Da allora sono passati altri 16 anni e l’ampliamento della forbice tra ricchi e poveri, il mercatismo astratto, il moralismo autoritario, il burocratismo ottuso, lo snobismo oligarchico sono diventati sempre più evidenti, costantemente confermati e ribaditi.
Con la crisi pandemica l’accelerazione in senso autoritario è stata brusca. Certo, molti credono ancora che quell’esplosione di emergenzialismo autoritario fosse solo un accidente, una necessità fatale di fronte all’imponderabile.
E d’altro canto esiste ancora chi giura che Elvis è vivo e lotta insieme a noi.
Dal 24 febbraio 2022 l’emergenzialismo autoritario pandemico è stato sostituito dall’emergenzialismo autoritario bellico.
Ora, siamo di fronte ad un’altra possibile svolta, perché la pace incombe minacciosa sul fronte orientale.
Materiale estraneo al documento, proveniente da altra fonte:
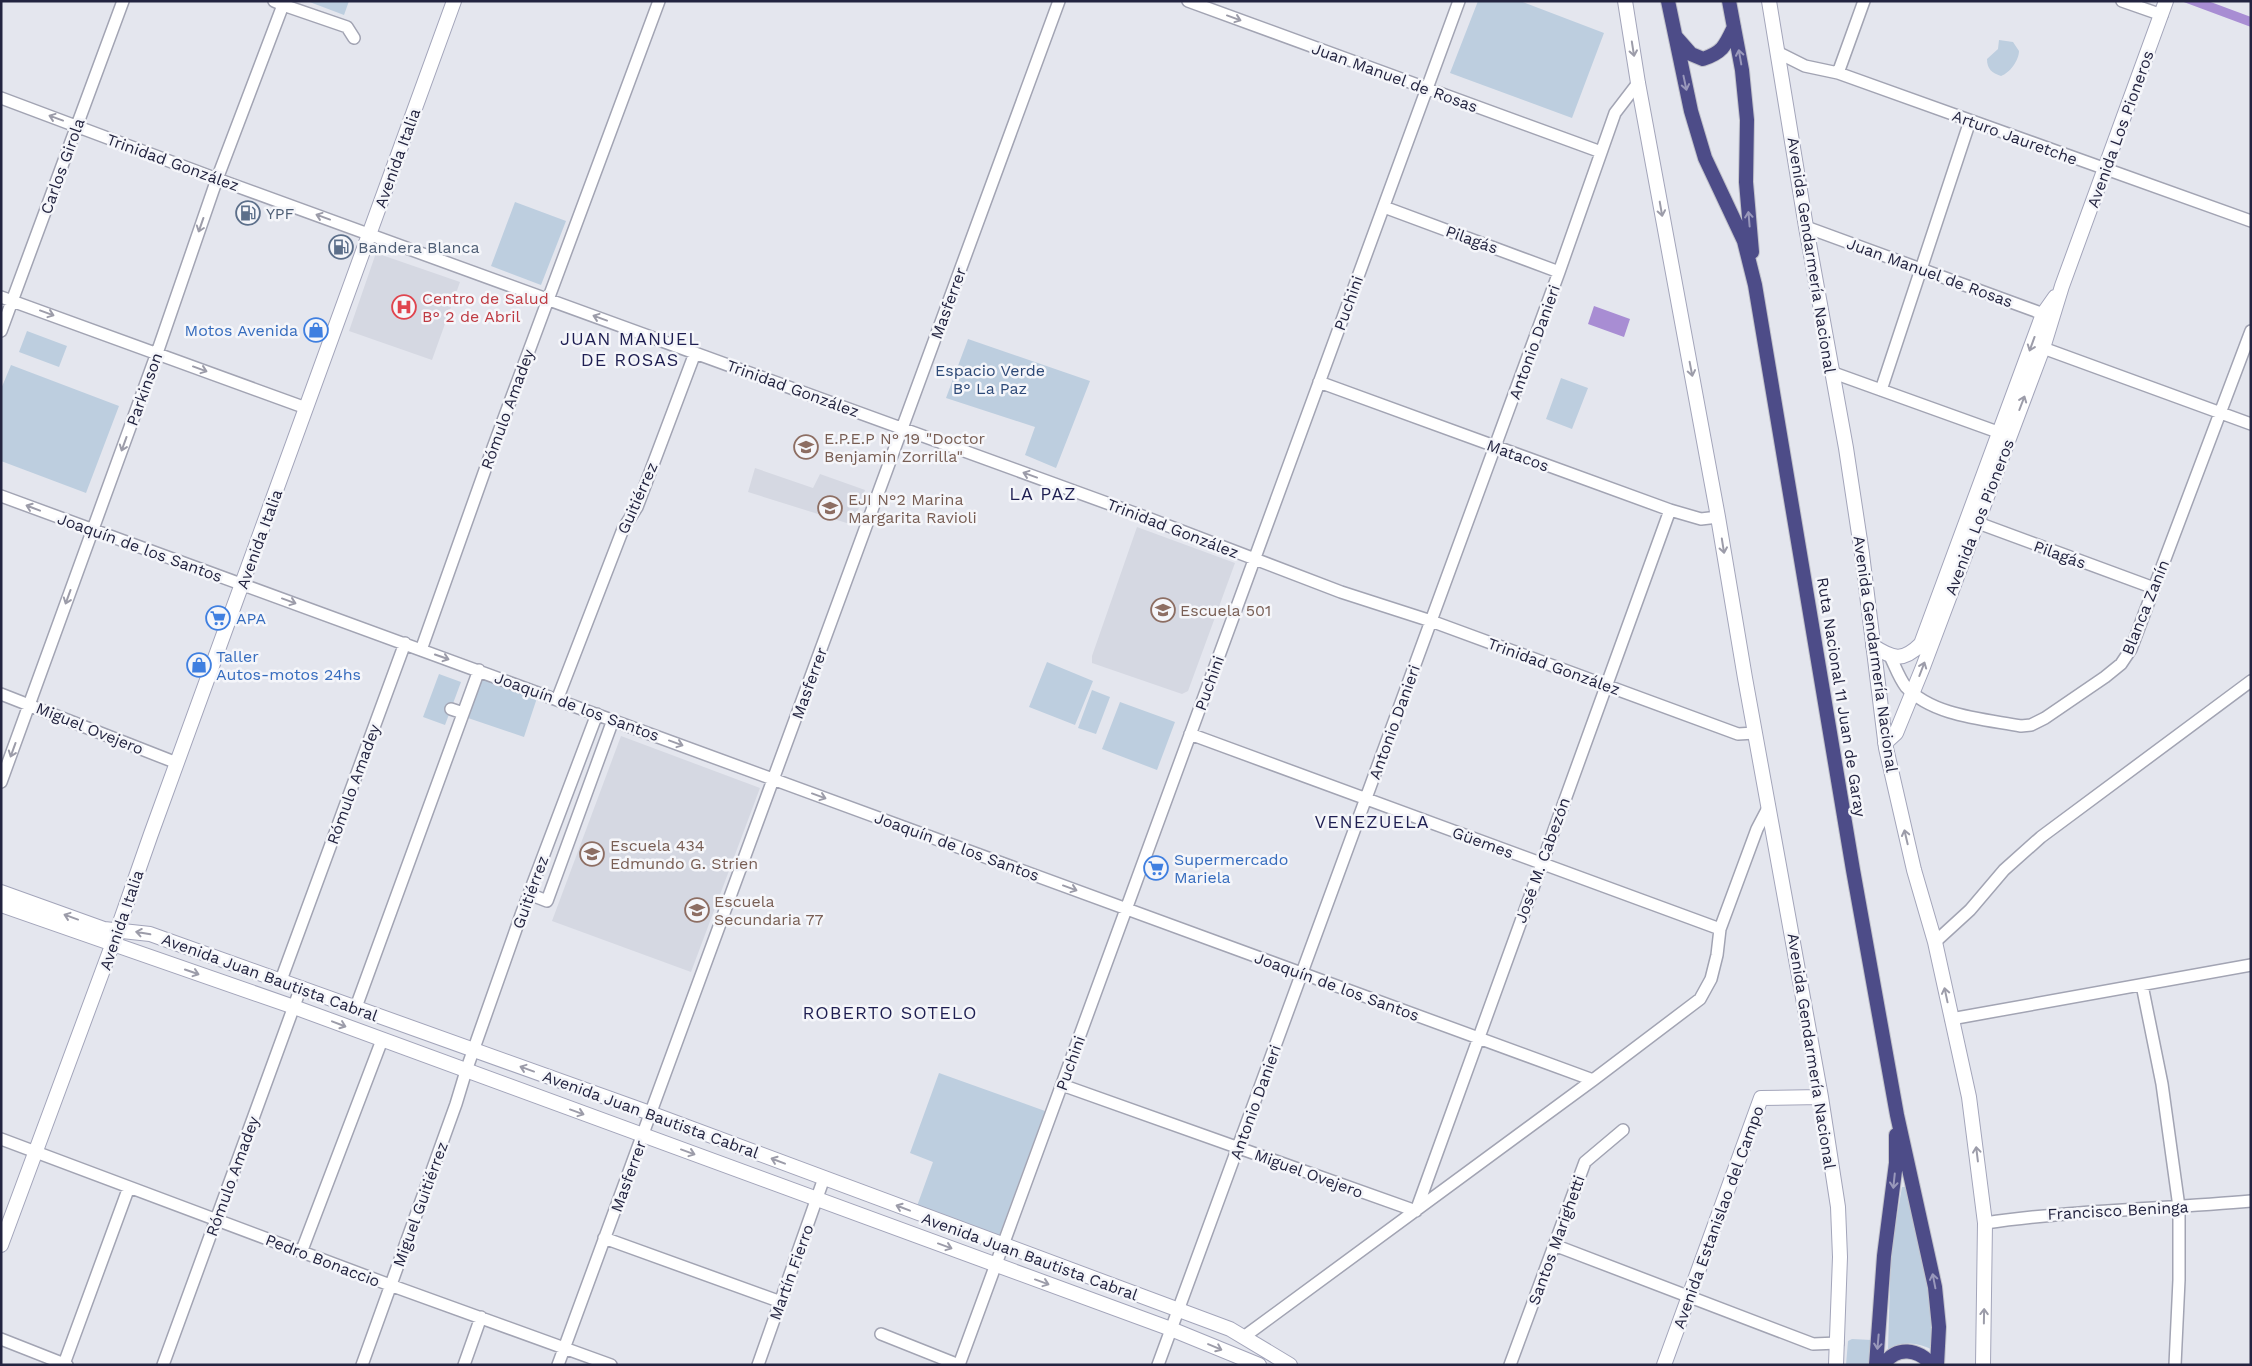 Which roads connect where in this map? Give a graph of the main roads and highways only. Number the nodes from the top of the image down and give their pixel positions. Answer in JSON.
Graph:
{"nodes":[{"id":1,"x":454,"y":1,"type":"edge"},
{"id":2,"x":1625,"y":1,"type":"edge"},
{"id":3,"x":1668,"y":1,"type":"edge"},
{"id":4,"x":1729,"y":1,"type":"edge"},
{"id":5,"x":1769,"y":1,"type":"edge"},
{"id":6,"x":2166,"y":1,"type":"edge"},
{"id":7,"x":1734,"y":27,"type":"junction"},
{"id":8,"x":1674,"y":35,"type":"junction"},
{"id":9,"x":1755,"y":285,"type":"junction"},
{"id":10,"x":2048,"y":316,"type":"junction"},
{"id":11,"x":2004,"y":435,"type":"junction"},
{"id":12,"x":1972,"y":521,"type":"junction"},
{"id":13,"x":1873,"y":646,"type":"junction"},
{"id":14,"x":1885,"y":743,"type":"junction"},
{"id":15,"x":1,"y":892,"type":"edge"},
{"id":16,"x":1,"y":905,"type":"edge"},
{"id":17,"x":118,"y":930,"type":"junction"},
{"id":18,"x":113,"y":944,"type":"junction"},
{"id":19,"x":1821,"y":1098,"type":"junction"},
{"id":20,"x":1897,"y":1114,"type":"junction"},
{"id":21,"x":1,"y":1245,"type":"edge"},
{"id":22,"x":1259,"y":1365,"type":"edge"},
{"id":23,"x":1290,"y":1365,"type":"edge"},
{"id":24,"x":1664,"y":1365,"type":"edge"},
{"id":25,"x":1836,"y":1365,"type":"edge"},
{"id":26,"x":1876,"y":1365,"type":"edge"},
{"id":27,"x":1884,"y":1365,"type":"edge"},
{"id":28,"x":1931,"y":1365,"type":"edge"},
{"id":29,"x":1937,"y":1365,"type":"edge"},
{"id":30,"x":1983,"y":1365,"type":"edge"}],
"edges":[{"from":1,"to":17,"type":"main road","name":"Avenida Italia"},
{"from":2,"to":19,"type":"main road","name":"Avenida Gendarmería Nacional","one_way":true},
{"from":3,"to":8,"type":"highway","name":"Ruta Nacional 11 Juan de Garay"},
{"from":4,"to":7,"type":"highway","name":"Ruta Nacional 11 Juan de Garay"},
{"from":5,"to":13,"type":"main road","name":"Avenida Gendarmería Nacional"},
{"from":6,"to":10,"type":"main road","name":"Avenida Los Pioneros"},
{"from":7,"to":8,"type":"highway"},
{"from":9,"to":7,"type":"highway","name":"Ruta Nacional 11 Juan de Garay","one_way":true},
{"from":8,"to":9,"type":"highway","name":"Ruta Nacional 11 Juan de Garay","one_way":true},
{"from":9,"to":20,"type":"highway","name":"Ruta Nacional 11 Juan de Garay"},
{"from":10,"to":11,"type":"main road","name":"Avenida Los Pioneros","one_way":true},
{"from":11,"to":10,"type":"main road","name":"Avenida Los Pioneros","one_way":true},
{"from":11,"to":12,"type":"main road","name":"Avenida Los Pioneros"},
{"from":12,"to":13,"type":"main road","name":"Avenida Los Pioneros"},
{"from":14,"to":12,"type":"main road","name":"Avenida Los Pioneros","one_way":true},
{"from":13,"to":14,"type":"main road","name":"Avenida Gendarmería Nacional"},
{"from":30,"to":14,"type":"main road","name":"Avenida Gendarmería Nacional","one_way":true},
{"from":17,"to":15,"type":"main road","name":"Avenida Juan Bautista Cabral","one_way":true},
{"from":16,"to":18,"type":"main road","name":"Avenida Juan Bautista Cabral"},
{"from":17,"to":18,"type":"main road","name":"Avenida Italia"},
{"from":23,"to":17,"type":"main road","name":"Avenida Juan Bautista Cabral","one_way":true},
{"from":18,"to":21,"type":"main road","name":"Avenida Italia"},
{"from":18,"to":22,"type":"main road","name":"Avenida Juan Bautista Cabral","one_way":true},
{"from":19,"to":24,"type":"main road","name":"Avenida Estanislao del Campo"},
{"from":19,"to":25,"type":"main road","name":"Avenida Gendarmería Nacional"},
{"from":20,"to":26,"type":"highway","name":"Ruta Nacional 11 Juan de Garay","one_way":true},
{"from":29,"to":20,"type":"highway","name":"Ruta Nacional 11 Juan de Garay","one_way":true},
{"from":27,"to":28,"type":"highway"}]}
Come recitava quel film di Alberto Sordi: “Finché c’è guerra c’è speranza”, e di fronte alla temibile ombra della pace, l’oligarchia europea teme di perdere la propria leva emergenziale, quella leva che nel nome di pericoli collettivi supremi attribuisce poteri sostanzialmente arbitrari al nucleo di comando europeo. Invece una prospettiva di guerra perennemente incombente è il sogno bagnato delle elite, non da oggi: consente di drenare qualunque risorsa pubblica senza rispondere a nessuno, consente di mettere la mordacchia a qualunque protesta nel nome della sicurezza pubblica, consente di silenziare le voci del dissenso ogni qual volta acquisiscano rilievo (bisogna essere uniti contro il Nemico).
Ecco, di fronte a questa situazione, il sospetto che l’Unione Europea abbia sempre più somiglianza con il Nuovo Ordine Europeo vagheggiato dal Terzo Reich e sempre meno con i vagheggiamenti della “terza via” potrebbe cominciare a farsi strada persino nelle menti più impermeabili.
Dopo tutto, come ricordava sempre, con flautata voce da sagrestia, Prodi, “l’Europa è ciò che ci ha garantito 70 anni di Pace” – certo, omettendo dettagli come la guerra in Jugoslavia (1990-2001) e la cesura (1992) tra il mercato comune della CEE e l’Unione Europea di Maastricht. Ma di fronte ad un’Europa il cui unico merito plausibile è stato il mantenimento della Pace, l’attuale piglio bellicistico crea forme di disagio e dissonanza cognitiva persino nei fedeli più rocciosi.
È per mettere a tacere questa condizione di disagio che nascono iniziative come quella della manifestazione del 15 marzo: si tratta di correre al più preso ai ripari, rinforzando i processi di negazione, rimozione e repressione, in modo che la realtà non possa mai bucare il velo di Maya.